Mar 17, 2009 12:41
I guess this needs to be prefaced with a short story about how I learned to type.
You younglings may not remember this, but WAY back in the past there were typewriters. Not sleek, cool electric typewriters that hummed when you turned them on and danced around the page, but large killer clunkers that you had to hammer on the keys as if you were pounding in a nail; punching through a fabric ink-dipped ribbon to get a letter onto the page.
that is what I learned on. It sat in a case where you could lock down the top and transport it, probably causing a hernia along the way if you really had to move it more than once a year. But I sat there and hammered out my first words. Lord knows where it is now...
anyway, for years my husband has chastised me for keeping the same pressure up on my poor little keyboard - slamming my fingers down on the keys as if I were trying to punch through that ribbon still. He claims that he can hear me anywhere in the house when I get on a roll and I don't doubt him.

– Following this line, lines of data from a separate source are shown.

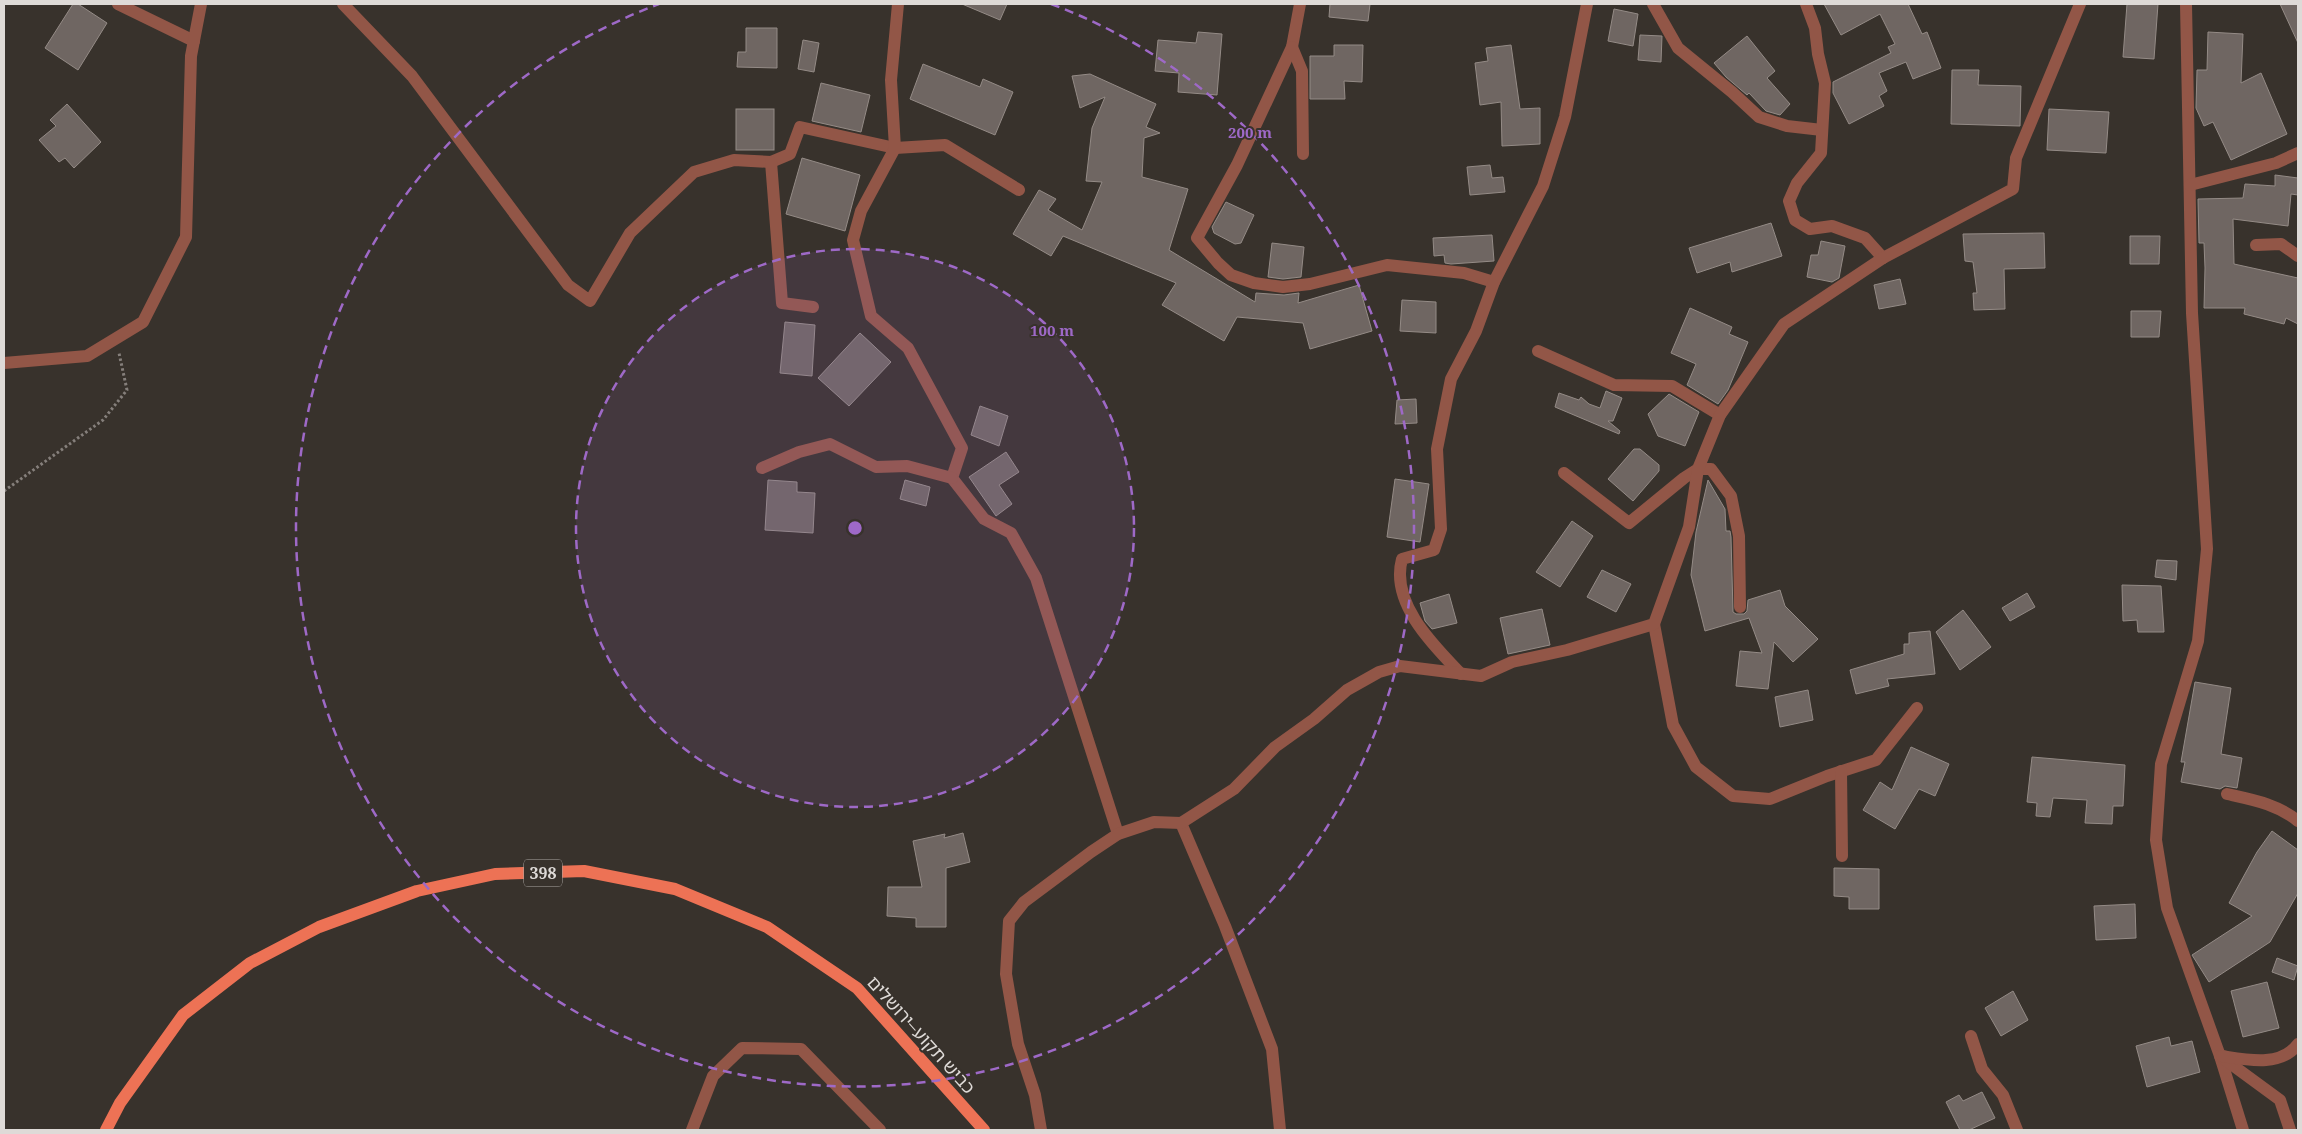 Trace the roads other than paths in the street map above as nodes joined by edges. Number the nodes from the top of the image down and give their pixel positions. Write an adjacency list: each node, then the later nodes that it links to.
1 (118, 4): 11 (street)
2 (201, 4): 11 (street)
3 (343, 4): 17 (street)
4 (898, 4): 14 (street)
5 (1300, 4): 12 (street)
6 (1587, 4): 23 (street)
7 (1653, 4): 13 (street)
8 (1806, 4): 13 (street)
9 (2080, 4): 22 (street)
10 (2186, 4): 18 (street)
11 (194, 41): 26 (street)
12 (1292, 47): 16 (street); 23 (street)
13 (1822, 130): 22 (street)
14 (895, 148): 17 (street); 19 (street); 31 (street)
15 (2298, 153): 18 (street)
16 (1303, 154)
17 (771, 162): 24 (street)
18 (2190, 184): 44 (street)
19 (1019, 190)
20 (2256, 245): 21 (street)
21 (2298, 256)
22 (1883, 258): 27 (street)
23 (1494, 282): 34 (street)
24 (813, 307)
25 (1538, 351): 27 (street)
26 (4, 363)
27 (1720, 415): 29 (street)
28 (762, 468): 31 (street)
29 (1698, 469): 30 (street); 32 (street); 33 (street)
30 (1564, 473)
31 (952, 478): 40 (street)
32 (1740, 607)
33 (1654, 624): 34 (street); 36 (street)
34 (1461, 674): 39 (street)
35 (1917, 708): 36 (street)
36 (1841, 771): 41 (street)
37 (2227, 794): 38 (street)
38 (2298, 821)
39 (1181, 823): 40 (street); 50 (street)
40 (1118, 834): 49 (street)
41 (1842, 856)
42 (1971, 1036): 51 (street)
43 (2298, 1044): 44 (street)
44 (2220, 1056): 52 (street); 53 (street)
45 (106, 1130): 48 (main road, כביש תקוע–ירושלים / 398)
46 (692, 1130): 47 (street)
47 (880, 1130)
48 (984, 1130)
49 (1041, 1130)
50 (1280, 1130)
51 (2016, 1130)
52 (2244, 1130)
53 (2290, 1130) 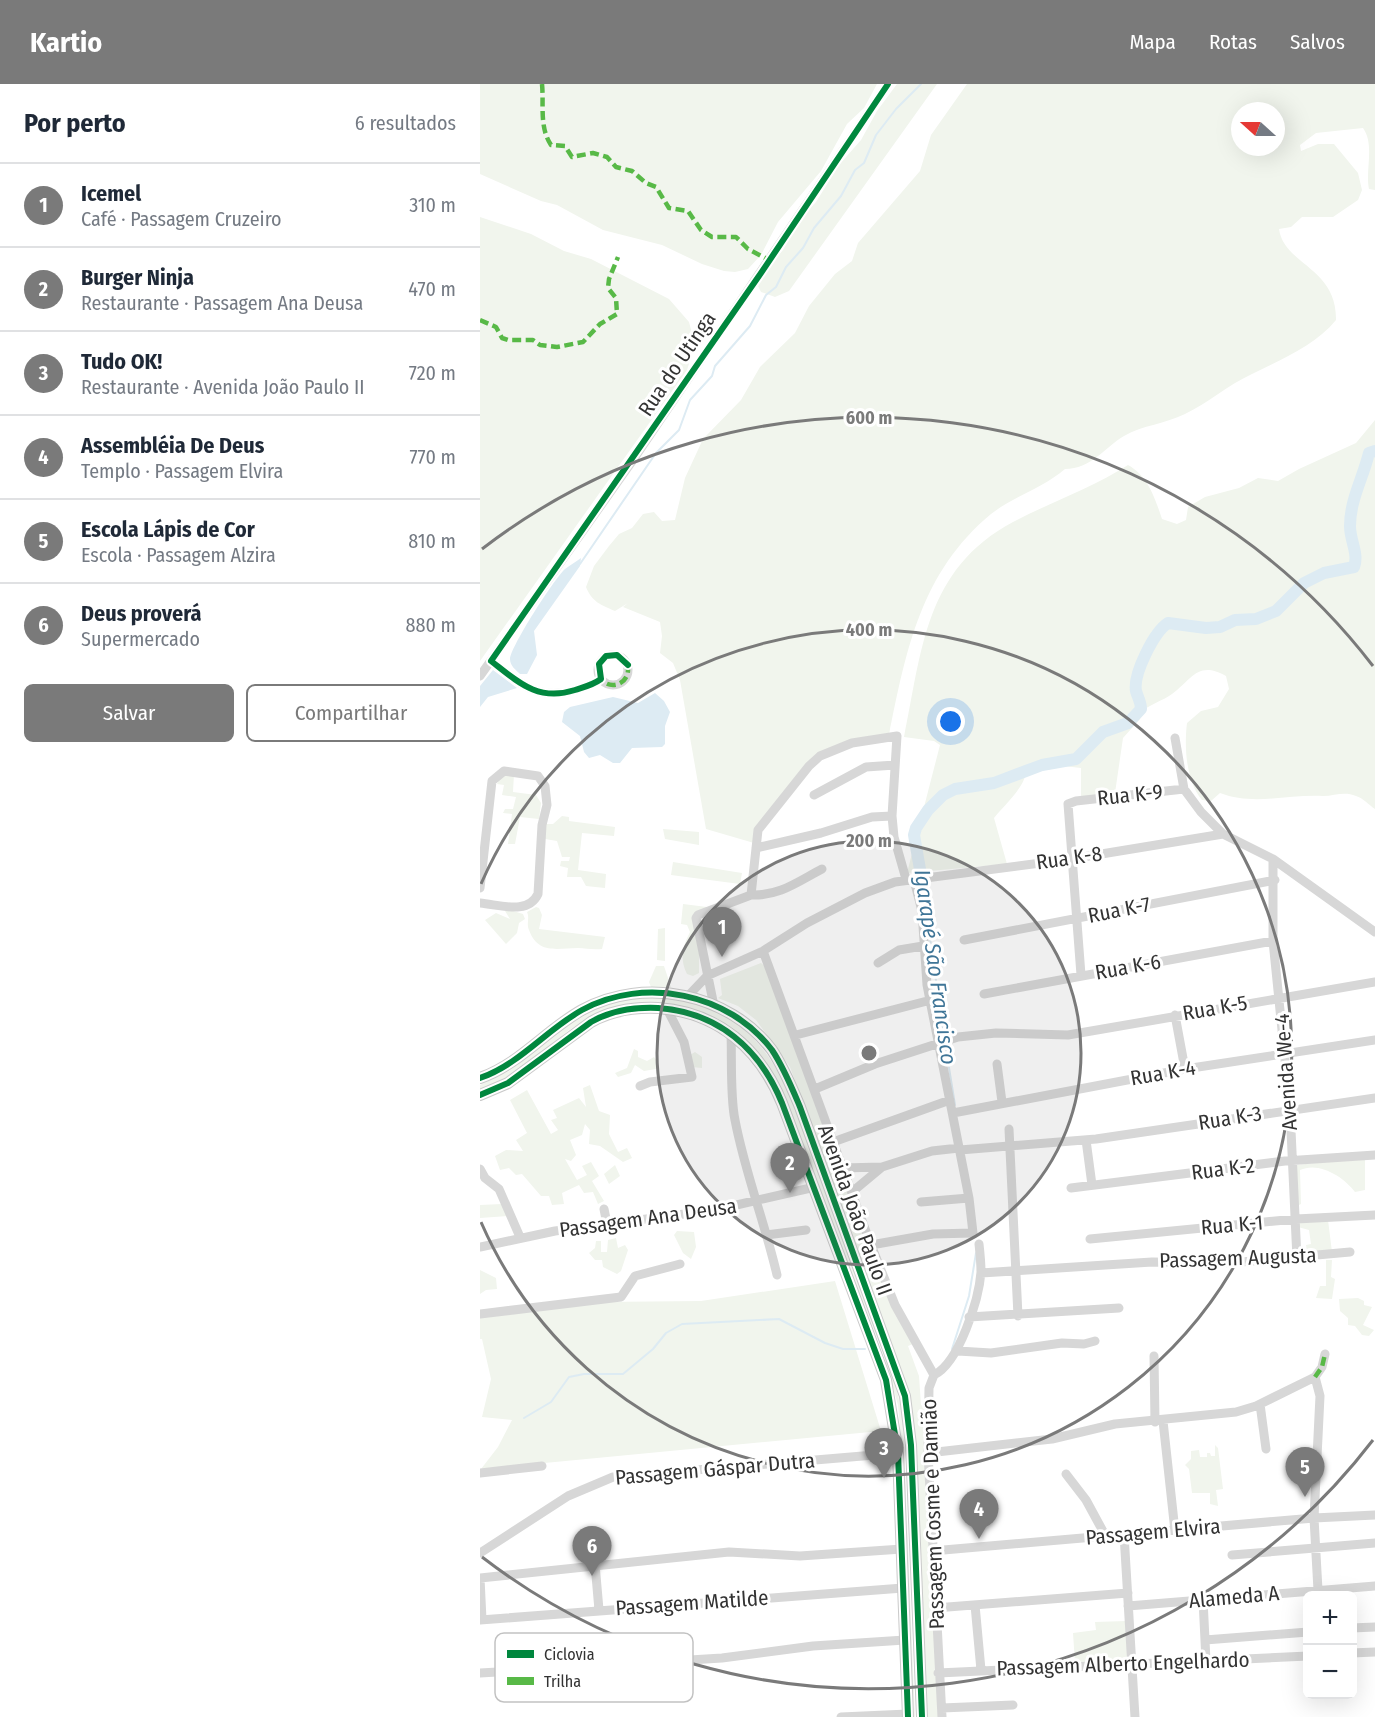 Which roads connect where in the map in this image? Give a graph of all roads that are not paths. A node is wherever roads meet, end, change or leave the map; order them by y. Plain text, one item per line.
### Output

which was all fine, until about a year ago when I broke my left little finger due to a foul ball slamming into my left arm and bouncing up my hand, breaking the finger.
eep.
three months in a small brace and since then it's been weaker than ever - aches during bad weather and yes, painful to type. I've had to literally remember to only brush my finger over the keys; not pound them 'cause it hurts so much. I expect there's some sort of story there about early arthritis and all that and no, can't sue the ballpark. Although I'm never going to a game again.
ANYWAY, every time I have that pain in my finger (which is quite often, since I'm a Bear of Little Thought when I get on a roll) I remember that sometimes you don't need to hammer at something to get the best result. Sometimes a light touch will get the job done much easier and with less pain than slamming into it at full force.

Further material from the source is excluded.